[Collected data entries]
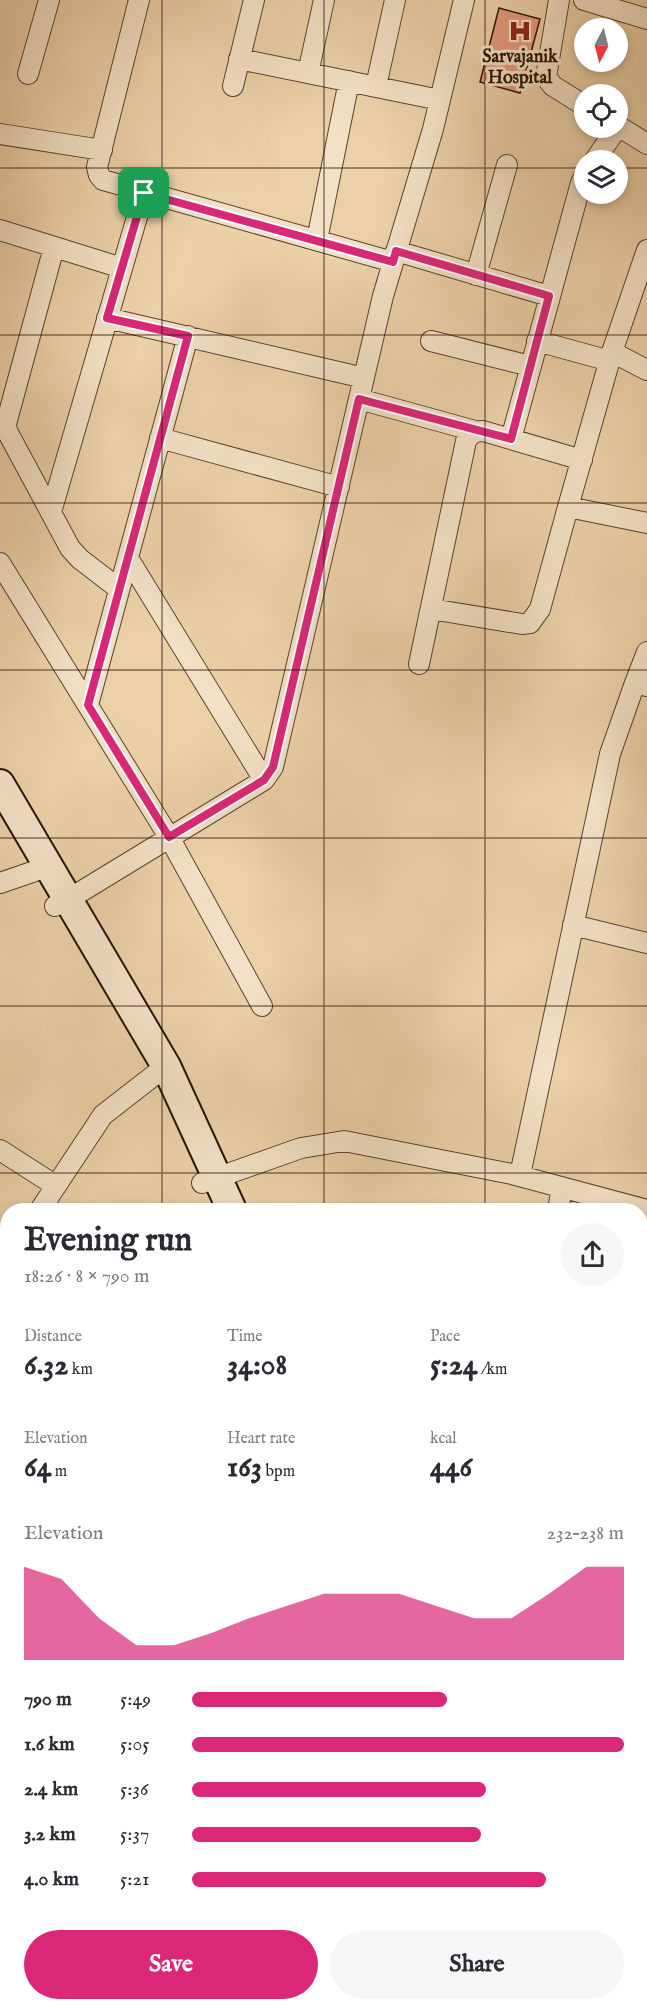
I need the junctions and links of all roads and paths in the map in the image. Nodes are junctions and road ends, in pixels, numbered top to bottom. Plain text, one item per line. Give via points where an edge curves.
1 (49, 0) edge
2 (139, 0) edge
3 (254, 0) edge
4 (324, 0) edge
5 (395, 0) edge
6 (464, 0) edge
7 (559, 0) edge
8 (584, 0) edge
9 (647, 19) edge
10 (239, 59) junction
11 (308, 73) junction
12 (28, 74) dead end
13 (349, 81) junction
14 (233, 86) dead end
15 (375, 87) junction
16 (440, 99) junction
17 (574, 99) edge
18 (628, 133) edge
19 (0, 134) edge
20 (647, 144) edge
21 (102, 150) junction
22 (507, 165) dead end
23 (144, 193) junction
24 (574, 204) edge
25 (0, 230) edge
26 (316, 240) junction
27 (54, 247) junction
28 (647, 250) edge
29 (395, 256) junction
30 (122, 268) junction
31 (476, 275) junction
32 (549, 296) junction
33 (107, 318) junction
34 (188, 336) junction
35 (431, 341) dead end
36 (537, 341) junction
37 (611, 356) junction
38 (530, 366) junction
39 (647, 370) edge
40 (364, 378) junction
41 (359, 399) junction
42 (3, 418) edge
43 (475, 431) junction
44 (160, 438) junction
45 (511, 439) junction
46 (582, 460) junction
47 (339, 487) junction
48 (568, 507) junction
49 (51, 512) junction
50 (647, 523) edge
51 (128, 558) junction
52 (0, 563) edge
53 (119, 590) junction
54 (431, 609) junction
55 (647, 652) edge
56 (419, 664) dead end
57 (641, 684) edge
58 (88, 705) junction
59 (264, 780) junction
60 (0, 784) edge
61 (0, 812) edge
62 (169, 837) junction
63 (41, 868) junction
64 (0, 883) edge
65 (62, 903) junction
66 (573, 925) junction
67 (647, 943) edge
68 (262, 1006) dead end
69 (164, 1082) junction
70 (0, 1150) edge
71 (520, 1175) junction
72 (209, 1181) junction
73 (56, 1186) junction
74 (562, 1187) junction
75 (45, 1203) edge
76 (213, 1203) edge
77 (226, 1203) edge
78 (559, 1203) edge
79 (621, 1203) edge

1 - 12 street
2 - 21 street
3 - 10 street
4 - 11 street
5 - 15 street
6 - 16 street
7 - 17 street via 546,77
8 - 9 street
10 - 11 street
10 - 14 street
11 - 13 street
13 - 15 street
13 - 26 street
15 - 16 street
16 - 29 street
18 - 20 street
19 - 21 street
21 - 23 street via 97,167 103,180
22 - 31 street
23 - 26 street
23 - 30 street
24 - 32 street
25 - 27 street
26 - 29 street
27 - 30 street
27 - 42 street
28 - 37 street
29 - 31 street
29 - 40 street
30 - 33 street
31 - 32 street
32 - 36 street
33 - 34 street
33 - 49 street
34 - 40 street
34 - 44 street
35 - 38 street
36 - 37 street
36 - 38 street
37 - 39 street
37 - 46 street
38 - 45 street
40 - 41 street
41 - 43 street
41 - 47 street
42 - 49 street
43 - 45 street
43 - 54 street via 466,441
44 - 47 street
44 - 51 street
45 - 46 street
46 - 48 street
47 - 59 street via 276,757
48 - 50 street
48 - 54 street via 540,609 530,623
49 - 53 street via 75,554
51 - 53 street
51 - 59 street
52 - 58 street
53 - 58 street
54 - 56 street
55 - 57 street
57 - 66 street via 610,754
58 - 62 street
59 - 62 street
60 - 63 street
61 - 63 street
62 - 65 street
62 - 68 street
63 - 64 street
63 - 65 street
65 - 69 street
66 - 67 street
66 - 71 street
69 - 72 street
69 - 73 street via 104,1115
70 - 73 street
71 - 72 street via 344,1141 301,1148
71 - 74 street
72 - 76 street
72 - 77 street
73 - 75 street
74 - 78 street
74 - 79 street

### Exercise requirements
Track down all lines above with the string "dead" and copy them.

### Answer for this exercise
12 (28, 74) dead end
14 (233, 86) dead end
22 (507, 165) dead end
35 (431, 341) dead end
56 (419, 664) dead end
68 (262, 1006) dead end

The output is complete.